Could you find every line in the records below that contains the word "highway" and copy it?

☆ ☆ ☆ ☆ ☆

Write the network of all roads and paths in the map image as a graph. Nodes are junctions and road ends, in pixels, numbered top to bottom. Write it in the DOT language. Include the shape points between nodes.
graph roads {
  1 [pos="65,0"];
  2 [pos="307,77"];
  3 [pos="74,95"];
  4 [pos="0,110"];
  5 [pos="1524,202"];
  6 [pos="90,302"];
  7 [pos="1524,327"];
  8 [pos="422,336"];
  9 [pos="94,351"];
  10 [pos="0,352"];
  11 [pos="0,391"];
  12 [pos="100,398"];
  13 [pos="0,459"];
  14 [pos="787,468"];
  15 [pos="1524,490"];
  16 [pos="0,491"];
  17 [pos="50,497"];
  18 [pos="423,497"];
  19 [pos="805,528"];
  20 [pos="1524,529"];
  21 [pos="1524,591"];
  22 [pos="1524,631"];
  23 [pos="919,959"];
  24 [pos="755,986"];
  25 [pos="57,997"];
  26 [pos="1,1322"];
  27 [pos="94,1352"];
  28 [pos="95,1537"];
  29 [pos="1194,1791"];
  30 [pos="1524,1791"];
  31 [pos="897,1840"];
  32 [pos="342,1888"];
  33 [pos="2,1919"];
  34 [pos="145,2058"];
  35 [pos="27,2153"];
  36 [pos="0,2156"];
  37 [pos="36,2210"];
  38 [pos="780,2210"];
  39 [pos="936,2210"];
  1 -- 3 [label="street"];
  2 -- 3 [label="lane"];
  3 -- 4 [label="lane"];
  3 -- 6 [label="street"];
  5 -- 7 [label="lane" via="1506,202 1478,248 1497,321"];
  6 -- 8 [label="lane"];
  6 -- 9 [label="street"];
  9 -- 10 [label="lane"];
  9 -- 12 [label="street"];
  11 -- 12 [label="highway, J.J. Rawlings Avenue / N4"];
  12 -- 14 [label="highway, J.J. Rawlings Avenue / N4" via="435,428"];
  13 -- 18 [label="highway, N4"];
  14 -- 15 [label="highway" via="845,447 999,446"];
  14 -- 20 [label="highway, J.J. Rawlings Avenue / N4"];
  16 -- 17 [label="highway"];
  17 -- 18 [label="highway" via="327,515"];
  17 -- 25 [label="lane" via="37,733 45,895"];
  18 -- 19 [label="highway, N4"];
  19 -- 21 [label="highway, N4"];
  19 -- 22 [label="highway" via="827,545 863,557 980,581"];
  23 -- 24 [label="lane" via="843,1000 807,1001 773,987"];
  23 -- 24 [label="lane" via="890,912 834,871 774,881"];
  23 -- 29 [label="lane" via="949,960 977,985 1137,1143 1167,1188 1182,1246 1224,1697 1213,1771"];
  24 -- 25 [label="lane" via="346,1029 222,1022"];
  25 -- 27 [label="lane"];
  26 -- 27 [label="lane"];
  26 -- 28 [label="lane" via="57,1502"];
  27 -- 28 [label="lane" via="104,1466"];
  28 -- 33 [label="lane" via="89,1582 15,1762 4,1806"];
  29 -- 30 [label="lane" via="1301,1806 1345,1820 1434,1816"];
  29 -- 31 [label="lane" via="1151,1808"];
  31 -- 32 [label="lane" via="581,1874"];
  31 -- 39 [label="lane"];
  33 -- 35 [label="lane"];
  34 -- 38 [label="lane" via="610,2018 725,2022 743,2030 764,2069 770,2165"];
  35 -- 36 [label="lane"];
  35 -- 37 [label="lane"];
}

☆ ☆ ☆ ☆ ☆

> [Task answer]:
  11 -- 12 [label="highway, J.J. Rawlings Avenue / N4"];
  12 -- 14 [label="highway, J.J. Rawlings Avenue / N4" via="435,428"];
  13 -- 18 [label="highway, N4"];
  14 -- 15 [label="highway" via="845,447 999,446"];
  14 -- 20 [label="highway, J.J. Rawlings Avenue / N4"];
  16 -- 17 [label="highway"];
  17 -- 18 [label="highway" via="327,515"];
  18 -- 19 [label="highway, N4"];
  19 -- 21 [label="highway, N4"];
  19 -- 22 [label="highway" via="827,545 863,557 980,581"];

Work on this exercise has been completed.